Running the model

There are two basic modes for the model: planning mode and operational mode. The mode is set in the run configuration.

In planning mode, constraints are given as upper and lower boundaries and the model decides on an optimal system configuration.

In operational mode, all capacity constraints are fixed and the system is operated with a receding horizon control algorithm (see Model-wide settings for the settings that control the receding horizon).

In either case, there are three ways to run the model:

  1. With the calliope run command-line tool.
  2. By generating and then executing parallel runs with the calliope generate command-line tool.
  3. By programmatically creating and running a model from within other Python code, or in an interactive Python session.

Single runs with the command-line tool

The included command-line tool calliope run will execute a given run configuration:

$ calliope run my_model/run.yaml

It will generate and solve the model, then save the results to the the output directory given by output.path in the run configuration.

Two output formats are available: a collection CSV files or a single NetCDF file. They can be chosen by settings output.format in the run configuration (set to netcdf or csv). The read module provides methods to read results stored in either of these formats, so that they can then be analyzed with the analysis module.

Parallel runs

Warning

This functionality is currently not Windows-compatible.

Scripts to simplify the creation and execution of a large number of Calliope model runs are generated with the calliope generate command-line tool as follows:

  • Create a run.yaml file with a parallel: section as needed (see Settings for parallel runs).
  • On the command line, run calliope generate path/to/run.yaml.
  • By default, this will create a new subdirectory inside a runs directory in the current working directory. You can optionally specify a different target directory by passing a second path to calliope generate, e.g. calliope generate path/to/run.yaml path/to/my_run_files.
  • Calliope generates several files and directories in the target path. The most important are the Runs subdirectory which hosts the self-contained configuration for the runs and run.sh script, which is responsible for executing each run. In order to execute these runs in parallel on a compute cluster, a submit.sh script is also generated containing job control data, and which can be submitted via a cluster controller (e.g., qsub submit.sh).
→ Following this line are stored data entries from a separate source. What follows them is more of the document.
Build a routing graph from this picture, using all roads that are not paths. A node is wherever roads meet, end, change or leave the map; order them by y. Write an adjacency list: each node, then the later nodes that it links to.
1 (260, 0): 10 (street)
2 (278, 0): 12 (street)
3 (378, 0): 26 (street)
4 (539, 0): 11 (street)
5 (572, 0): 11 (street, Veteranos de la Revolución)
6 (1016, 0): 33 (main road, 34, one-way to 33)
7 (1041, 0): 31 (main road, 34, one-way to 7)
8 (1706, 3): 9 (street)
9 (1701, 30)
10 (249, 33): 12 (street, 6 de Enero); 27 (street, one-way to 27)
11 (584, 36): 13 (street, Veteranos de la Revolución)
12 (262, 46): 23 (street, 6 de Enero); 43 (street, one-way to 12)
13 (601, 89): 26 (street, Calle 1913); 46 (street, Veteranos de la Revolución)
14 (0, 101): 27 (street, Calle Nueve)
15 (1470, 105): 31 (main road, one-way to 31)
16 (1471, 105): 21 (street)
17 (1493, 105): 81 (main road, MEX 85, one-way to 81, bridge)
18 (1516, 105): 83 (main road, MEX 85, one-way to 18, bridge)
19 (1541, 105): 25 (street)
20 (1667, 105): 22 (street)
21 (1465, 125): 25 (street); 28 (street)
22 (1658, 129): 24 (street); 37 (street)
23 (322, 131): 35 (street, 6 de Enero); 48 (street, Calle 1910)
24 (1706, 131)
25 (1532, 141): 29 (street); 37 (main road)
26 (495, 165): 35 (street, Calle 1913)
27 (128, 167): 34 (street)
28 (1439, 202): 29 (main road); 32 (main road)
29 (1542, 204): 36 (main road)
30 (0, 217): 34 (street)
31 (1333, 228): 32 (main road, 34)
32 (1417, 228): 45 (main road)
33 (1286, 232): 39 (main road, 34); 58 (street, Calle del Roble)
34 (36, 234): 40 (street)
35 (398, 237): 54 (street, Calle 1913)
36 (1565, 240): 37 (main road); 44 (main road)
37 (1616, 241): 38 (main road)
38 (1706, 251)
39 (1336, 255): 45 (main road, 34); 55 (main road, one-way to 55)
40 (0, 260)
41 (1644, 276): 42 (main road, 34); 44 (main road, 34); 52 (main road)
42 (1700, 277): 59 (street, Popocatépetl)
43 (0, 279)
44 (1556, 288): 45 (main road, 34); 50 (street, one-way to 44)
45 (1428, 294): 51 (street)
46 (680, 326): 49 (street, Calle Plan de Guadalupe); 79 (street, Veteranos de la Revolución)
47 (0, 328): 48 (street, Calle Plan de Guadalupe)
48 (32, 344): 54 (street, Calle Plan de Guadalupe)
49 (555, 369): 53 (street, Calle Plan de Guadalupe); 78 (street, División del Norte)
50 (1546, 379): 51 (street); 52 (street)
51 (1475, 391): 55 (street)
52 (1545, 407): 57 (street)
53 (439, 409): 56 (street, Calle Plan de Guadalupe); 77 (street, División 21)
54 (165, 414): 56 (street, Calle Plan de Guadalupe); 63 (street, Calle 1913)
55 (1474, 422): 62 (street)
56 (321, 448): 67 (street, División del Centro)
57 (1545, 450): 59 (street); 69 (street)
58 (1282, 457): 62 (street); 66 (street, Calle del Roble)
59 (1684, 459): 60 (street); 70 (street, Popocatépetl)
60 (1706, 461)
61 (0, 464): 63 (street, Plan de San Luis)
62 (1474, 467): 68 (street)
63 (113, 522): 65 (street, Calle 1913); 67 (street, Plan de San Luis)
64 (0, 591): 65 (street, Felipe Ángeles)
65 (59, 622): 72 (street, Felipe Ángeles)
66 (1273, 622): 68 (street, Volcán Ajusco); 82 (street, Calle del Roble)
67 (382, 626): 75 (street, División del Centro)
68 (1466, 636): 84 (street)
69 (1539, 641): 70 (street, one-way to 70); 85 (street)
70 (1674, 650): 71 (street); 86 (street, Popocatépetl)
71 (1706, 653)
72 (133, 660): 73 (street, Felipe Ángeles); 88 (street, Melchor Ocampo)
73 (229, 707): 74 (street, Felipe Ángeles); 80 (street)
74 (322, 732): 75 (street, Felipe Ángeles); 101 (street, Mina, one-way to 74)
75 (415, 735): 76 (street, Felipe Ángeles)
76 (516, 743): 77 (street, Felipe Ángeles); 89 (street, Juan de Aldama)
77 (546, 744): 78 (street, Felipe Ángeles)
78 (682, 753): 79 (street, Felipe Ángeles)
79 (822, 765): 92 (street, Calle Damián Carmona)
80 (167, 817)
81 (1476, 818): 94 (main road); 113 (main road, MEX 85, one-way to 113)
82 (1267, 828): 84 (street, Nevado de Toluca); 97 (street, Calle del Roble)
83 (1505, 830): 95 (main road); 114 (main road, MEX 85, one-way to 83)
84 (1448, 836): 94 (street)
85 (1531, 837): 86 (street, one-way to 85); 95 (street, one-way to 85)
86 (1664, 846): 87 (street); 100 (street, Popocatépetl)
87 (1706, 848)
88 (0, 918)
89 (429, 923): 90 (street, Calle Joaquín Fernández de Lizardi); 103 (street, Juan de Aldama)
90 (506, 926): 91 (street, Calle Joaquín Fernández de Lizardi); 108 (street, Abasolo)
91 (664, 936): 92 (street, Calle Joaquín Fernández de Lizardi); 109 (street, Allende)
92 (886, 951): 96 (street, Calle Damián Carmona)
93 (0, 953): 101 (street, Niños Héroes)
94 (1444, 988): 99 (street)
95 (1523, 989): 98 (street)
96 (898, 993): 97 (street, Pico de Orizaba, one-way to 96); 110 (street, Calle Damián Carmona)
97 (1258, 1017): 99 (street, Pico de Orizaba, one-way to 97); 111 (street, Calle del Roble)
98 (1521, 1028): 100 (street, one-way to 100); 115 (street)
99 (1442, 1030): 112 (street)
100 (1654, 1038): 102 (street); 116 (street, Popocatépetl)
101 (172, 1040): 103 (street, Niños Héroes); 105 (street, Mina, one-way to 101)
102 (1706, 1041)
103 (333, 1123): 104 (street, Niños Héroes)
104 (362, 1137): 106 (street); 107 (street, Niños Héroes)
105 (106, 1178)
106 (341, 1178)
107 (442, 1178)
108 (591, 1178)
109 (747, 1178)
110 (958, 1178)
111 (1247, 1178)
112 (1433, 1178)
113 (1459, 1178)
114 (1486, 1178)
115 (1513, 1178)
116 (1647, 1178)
The run.sh script can simply be called with an integer argument from the sequence (1, number of parallel runs) to execute a given run, e.g. run.sh 1, run.sh 2, etc. This way the runs can easily be executed irrespective of the parallel computing environment available.

Note

Models generated via calliope generate automatically save results as a single NetCDF file per run inside the parallel runs’ Output subdirectory, regardless of whether the output.path or output.format options have been set.

See Settings for parallel runs for details on configuring parallel runs.

Running programmatically from other Python code

The most basic way to run a model programmatically from within a Python interpreter is to create a Model instance with a given run.yaml configuration file, and then call its run() method:

import calliope
model = calliope.Model(config_run='/path/to/run_configuration.yaml')
model.run()

If config_run is not specified (i.e. model = Model()), an error is raised. See Built-in example models for information on instantiating a simple example model without specifying a run configuration.

config_run can also take an AttrDict object containing the configuration. Furthermore, Model() has an override parameter, which takes an AttrDict with settings that will override the given run settings.

After instantiating the Model object, and before calling the run() method, it is possible to manually inspect and adjust the configuration of the model.

After the model has been solved, an xarray Dataset containing solution variables and aggregated statistics is accessible under the solution property on the model instance.

The API documentation gives an overview of the available methods for programmatic access.

Extracting results from a completed model run

If running single runs via the command-line tool or using the parallel run functionality, results will be saved as either a single NetCDF file per model run or a set of CSV files per model run. These can then be read back into an interactive Python session for analysis – see Analyzing results – or further processed with any other tool available to the modeller.

When working with the in-memory solution object, which is an n-dimensional xarray.Dataset, the xarray documentation should be consulted (this will be the case either in interactive runs, or after having read it back into memory from disk),

It is easy to extract 2-dimensional slices from the solution by using xarray’s ability to extract pandas DataFrames. See the Tutorials for examples of how this is done.

The easiest path to extracting data from a model without dealing with xarray, pandas, or other Python data analysis tools, is to set the output.format in the run configuration to csv, which results in CSV files that can be read for example with common spreadsheet software.

Debugging failing runs

What will typically go wrong, in order of decreasing likelihood:

  • The model is improperly defined or missing data. Calliope will attempt to diagnose some common errors and raise an appropriate error message.
  • The model is consistent and properly defined but infeasible. Calliope will be able to construct the model and pass it on to the solver, but the solver (after a potentially long time) will abort with a message stating that the model is infeasible.
  • There is a bug in Calliope causing the model to crash either before being passed to the solver, or after the solver has completed and when results are passed back to Calliope.

Calliope provides some run configuration options to make it easier to determine the cause of the first two of these possibilities. See the debugging options described in the configuration reference.

Python debugging

If using Calliope interactively in a Python session and/or developing custom constraints and analysis functionality, we recommend reading up on the Python debugger and (if using IPython or Jupyter Notebooks) making heavy use of the %debug magic.